初めて会った日から、主のことしか考えられなくなっていた。痛み、苦しみ、そして優しさ。その全てが私の求めていたものだった。

 

縄を思い出す、写真を見返す、そして、文字での会話。その度に私は主に強く惹かれていた。あの縄を再びかけられたいという思いが我慢できなくなっていた。

「今日の夜、お会いできませんか」

主は優しく、私の言葉を受け止めてくれた。

 

主の家には縄や鞭が所狭しと並べられていて、私が想像していたよりも遥かにこの世界の深いところに居られるということを感じた。

「全裸で縛って欲しいんだよね。」

私のサロンでの言葉をしっかりと覚えていてくれた、、、恥ずかしくも嬉しかった。

 

主の前で一枚ずつ服を脱いでいく。主が私の方を見ている、、、その時間、緊張や興奮もあったが、それ以上に普段は感じない安心感があった。見てもらえる、受け止めてもらえる、という感情が強かった。

 

「足を大きく開いて。手を頭の上にして腰を落として姿勢良く。」

主の強い言葉が私に刺さる。服従のポーズを覚えさせられてたのだ。主が私の姿を楽しんでいる、そのことに興奮した。

 

そして、私がお願いした縄の時間。あの苦しくもとても気持ち良い縄。素肌に受ける縄はサロンの時よりもずっとずっとたまらないものだった。

 

そのままお尻を何度も打たれた。紫の痣の上に重なる、新しい真紅の痣。たまらなく幸せな空間だった。

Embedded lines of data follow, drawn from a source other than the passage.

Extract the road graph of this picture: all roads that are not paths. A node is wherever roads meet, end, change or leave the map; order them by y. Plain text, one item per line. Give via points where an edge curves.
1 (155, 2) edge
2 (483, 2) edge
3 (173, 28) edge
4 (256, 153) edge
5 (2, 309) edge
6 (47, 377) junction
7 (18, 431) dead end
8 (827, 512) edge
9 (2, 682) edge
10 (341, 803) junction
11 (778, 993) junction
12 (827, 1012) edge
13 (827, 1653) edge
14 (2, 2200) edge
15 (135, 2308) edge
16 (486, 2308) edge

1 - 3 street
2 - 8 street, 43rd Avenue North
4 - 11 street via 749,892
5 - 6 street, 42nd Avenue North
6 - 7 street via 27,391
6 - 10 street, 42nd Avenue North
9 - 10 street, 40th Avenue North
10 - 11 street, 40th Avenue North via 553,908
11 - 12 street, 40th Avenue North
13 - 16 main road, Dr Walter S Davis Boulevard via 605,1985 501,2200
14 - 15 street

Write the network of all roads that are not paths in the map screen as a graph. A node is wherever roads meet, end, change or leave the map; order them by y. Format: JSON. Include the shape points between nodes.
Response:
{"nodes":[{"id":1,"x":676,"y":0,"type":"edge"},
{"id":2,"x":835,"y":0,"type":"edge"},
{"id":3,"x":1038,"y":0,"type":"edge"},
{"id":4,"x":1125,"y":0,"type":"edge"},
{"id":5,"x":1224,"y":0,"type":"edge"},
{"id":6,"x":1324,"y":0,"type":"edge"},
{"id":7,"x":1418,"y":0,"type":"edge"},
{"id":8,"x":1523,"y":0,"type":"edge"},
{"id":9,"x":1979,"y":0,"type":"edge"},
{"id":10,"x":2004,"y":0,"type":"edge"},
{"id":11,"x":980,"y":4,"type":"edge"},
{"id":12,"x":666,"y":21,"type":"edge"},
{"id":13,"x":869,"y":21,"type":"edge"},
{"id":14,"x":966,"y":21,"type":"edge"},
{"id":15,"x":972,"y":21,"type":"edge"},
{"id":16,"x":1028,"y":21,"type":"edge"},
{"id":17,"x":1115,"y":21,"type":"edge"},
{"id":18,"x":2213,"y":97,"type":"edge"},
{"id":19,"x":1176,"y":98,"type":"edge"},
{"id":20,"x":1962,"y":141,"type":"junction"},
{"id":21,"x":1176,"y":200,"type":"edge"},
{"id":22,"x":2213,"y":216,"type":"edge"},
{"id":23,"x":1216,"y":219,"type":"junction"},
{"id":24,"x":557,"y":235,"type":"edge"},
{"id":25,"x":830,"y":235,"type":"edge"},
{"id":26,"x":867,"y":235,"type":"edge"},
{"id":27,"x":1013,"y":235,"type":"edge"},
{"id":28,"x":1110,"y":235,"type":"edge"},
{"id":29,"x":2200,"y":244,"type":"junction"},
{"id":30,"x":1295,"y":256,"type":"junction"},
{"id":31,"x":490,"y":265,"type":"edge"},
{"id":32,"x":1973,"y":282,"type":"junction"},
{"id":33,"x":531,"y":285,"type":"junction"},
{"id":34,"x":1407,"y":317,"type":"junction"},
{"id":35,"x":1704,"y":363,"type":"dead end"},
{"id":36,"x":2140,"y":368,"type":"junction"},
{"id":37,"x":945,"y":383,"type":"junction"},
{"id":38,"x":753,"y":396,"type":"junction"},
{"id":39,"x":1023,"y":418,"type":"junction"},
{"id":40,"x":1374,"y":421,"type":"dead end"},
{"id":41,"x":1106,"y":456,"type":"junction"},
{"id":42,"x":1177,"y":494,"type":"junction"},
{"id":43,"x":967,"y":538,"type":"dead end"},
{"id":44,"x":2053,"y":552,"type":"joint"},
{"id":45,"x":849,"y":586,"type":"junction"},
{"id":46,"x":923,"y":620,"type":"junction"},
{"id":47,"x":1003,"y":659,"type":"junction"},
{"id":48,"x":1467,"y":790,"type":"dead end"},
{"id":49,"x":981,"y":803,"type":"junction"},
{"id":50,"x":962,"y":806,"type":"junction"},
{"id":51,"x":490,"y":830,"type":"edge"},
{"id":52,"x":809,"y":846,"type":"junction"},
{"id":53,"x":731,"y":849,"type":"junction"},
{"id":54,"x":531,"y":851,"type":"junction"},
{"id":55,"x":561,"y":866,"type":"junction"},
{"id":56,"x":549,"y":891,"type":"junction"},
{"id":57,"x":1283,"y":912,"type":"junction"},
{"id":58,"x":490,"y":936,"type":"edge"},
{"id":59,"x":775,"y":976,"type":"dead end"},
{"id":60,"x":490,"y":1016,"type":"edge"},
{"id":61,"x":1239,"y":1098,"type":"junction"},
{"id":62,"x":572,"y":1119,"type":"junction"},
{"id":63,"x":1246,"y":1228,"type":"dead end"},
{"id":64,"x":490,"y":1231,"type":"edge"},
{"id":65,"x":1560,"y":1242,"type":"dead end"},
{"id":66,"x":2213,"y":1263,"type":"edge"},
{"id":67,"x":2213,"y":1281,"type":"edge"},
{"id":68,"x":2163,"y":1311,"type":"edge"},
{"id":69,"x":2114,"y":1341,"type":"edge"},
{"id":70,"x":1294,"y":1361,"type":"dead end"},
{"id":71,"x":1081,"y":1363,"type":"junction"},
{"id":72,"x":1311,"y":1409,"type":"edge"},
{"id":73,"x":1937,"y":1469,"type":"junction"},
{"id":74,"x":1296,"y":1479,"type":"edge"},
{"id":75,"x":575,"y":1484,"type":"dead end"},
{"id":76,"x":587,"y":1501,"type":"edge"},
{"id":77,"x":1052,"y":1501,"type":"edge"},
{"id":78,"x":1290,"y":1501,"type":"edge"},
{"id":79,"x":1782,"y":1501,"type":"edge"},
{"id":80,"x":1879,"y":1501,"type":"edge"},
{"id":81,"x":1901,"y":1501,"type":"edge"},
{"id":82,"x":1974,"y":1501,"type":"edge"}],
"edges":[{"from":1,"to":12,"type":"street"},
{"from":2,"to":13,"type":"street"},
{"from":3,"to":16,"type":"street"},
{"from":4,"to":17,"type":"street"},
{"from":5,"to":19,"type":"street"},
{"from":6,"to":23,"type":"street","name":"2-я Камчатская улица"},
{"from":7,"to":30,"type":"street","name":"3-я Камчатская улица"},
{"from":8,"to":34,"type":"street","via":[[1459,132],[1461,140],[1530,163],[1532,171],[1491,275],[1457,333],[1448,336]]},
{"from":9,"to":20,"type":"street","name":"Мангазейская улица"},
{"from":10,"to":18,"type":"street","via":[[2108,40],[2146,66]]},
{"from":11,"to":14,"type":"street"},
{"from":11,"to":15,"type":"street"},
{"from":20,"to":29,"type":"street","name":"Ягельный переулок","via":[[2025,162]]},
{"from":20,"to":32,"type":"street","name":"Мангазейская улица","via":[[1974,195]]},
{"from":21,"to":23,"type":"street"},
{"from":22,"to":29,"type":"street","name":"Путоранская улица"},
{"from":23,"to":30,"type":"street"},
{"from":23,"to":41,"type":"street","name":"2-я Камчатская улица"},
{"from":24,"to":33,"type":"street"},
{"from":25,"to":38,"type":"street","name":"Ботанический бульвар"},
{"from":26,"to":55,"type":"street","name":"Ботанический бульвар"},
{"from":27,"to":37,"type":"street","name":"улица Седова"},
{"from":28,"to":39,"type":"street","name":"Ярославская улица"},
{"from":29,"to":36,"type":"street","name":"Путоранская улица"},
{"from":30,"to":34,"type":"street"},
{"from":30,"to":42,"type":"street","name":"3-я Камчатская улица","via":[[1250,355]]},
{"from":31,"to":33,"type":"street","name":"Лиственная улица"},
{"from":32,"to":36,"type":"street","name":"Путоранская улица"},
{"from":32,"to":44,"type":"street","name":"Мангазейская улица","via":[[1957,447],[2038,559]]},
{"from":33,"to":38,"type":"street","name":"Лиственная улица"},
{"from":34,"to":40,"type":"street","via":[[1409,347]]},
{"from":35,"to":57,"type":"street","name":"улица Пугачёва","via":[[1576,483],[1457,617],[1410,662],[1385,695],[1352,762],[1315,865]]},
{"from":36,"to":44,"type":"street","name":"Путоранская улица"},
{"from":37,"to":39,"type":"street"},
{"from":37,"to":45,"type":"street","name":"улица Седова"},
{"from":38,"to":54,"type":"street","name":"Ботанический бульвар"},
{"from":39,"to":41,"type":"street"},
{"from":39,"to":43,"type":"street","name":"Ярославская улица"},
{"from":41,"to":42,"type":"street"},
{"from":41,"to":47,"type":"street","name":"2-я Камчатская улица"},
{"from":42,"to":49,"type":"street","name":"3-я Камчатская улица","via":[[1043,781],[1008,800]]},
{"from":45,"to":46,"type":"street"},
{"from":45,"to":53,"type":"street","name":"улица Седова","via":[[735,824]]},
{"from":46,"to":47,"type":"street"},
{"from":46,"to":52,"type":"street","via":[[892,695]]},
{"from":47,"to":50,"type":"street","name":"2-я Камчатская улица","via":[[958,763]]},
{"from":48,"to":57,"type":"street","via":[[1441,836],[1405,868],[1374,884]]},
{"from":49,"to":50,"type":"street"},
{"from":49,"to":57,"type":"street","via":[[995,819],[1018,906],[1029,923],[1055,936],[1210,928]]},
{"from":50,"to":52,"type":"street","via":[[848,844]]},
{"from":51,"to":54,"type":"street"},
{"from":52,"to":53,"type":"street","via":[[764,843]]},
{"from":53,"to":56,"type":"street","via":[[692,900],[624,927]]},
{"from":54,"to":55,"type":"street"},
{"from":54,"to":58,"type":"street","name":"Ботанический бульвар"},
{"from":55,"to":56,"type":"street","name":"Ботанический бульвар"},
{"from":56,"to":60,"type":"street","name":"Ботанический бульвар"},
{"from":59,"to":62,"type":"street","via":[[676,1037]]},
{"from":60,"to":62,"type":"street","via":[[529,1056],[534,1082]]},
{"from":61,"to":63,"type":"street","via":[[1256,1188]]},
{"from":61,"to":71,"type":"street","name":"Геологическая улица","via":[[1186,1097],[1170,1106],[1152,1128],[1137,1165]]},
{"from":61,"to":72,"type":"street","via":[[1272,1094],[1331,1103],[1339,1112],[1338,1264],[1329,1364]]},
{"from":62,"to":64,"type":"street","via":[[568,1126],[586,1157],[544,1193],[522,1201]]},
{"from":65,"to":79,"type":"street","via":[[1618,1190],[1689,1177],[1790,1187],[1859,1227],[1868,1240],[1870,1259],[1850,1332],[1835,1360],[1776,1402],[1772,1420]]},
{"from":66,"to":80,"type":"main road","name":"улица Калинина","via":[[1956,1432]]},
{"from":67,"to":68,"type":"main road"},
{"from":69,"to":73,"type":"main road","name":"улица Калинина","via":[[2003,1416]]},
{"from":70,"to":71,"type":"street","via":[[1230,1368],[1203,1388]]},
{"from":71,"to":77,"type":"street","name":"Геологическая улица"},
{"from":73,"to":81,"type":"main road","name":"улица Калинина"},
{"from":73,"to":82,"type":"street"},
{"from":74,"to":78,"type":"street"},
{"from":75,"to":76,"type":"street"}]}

そんな時間が経つにつれ、この人に楽しんでいただけるような存在になりたい、この人の加虐性を見てみたい、そして受け止めたいという気持ちがもはや隠しきれなくなった。何より、私の全てを主に預けたかった。

 

「私を支配してください。奴隷にしてください。」

 

やっと言えた気持ちを主は受け止めてくださった。そして、強烈な鞭の痛みをいただけた。

 

私はこうして、主の支配下になった。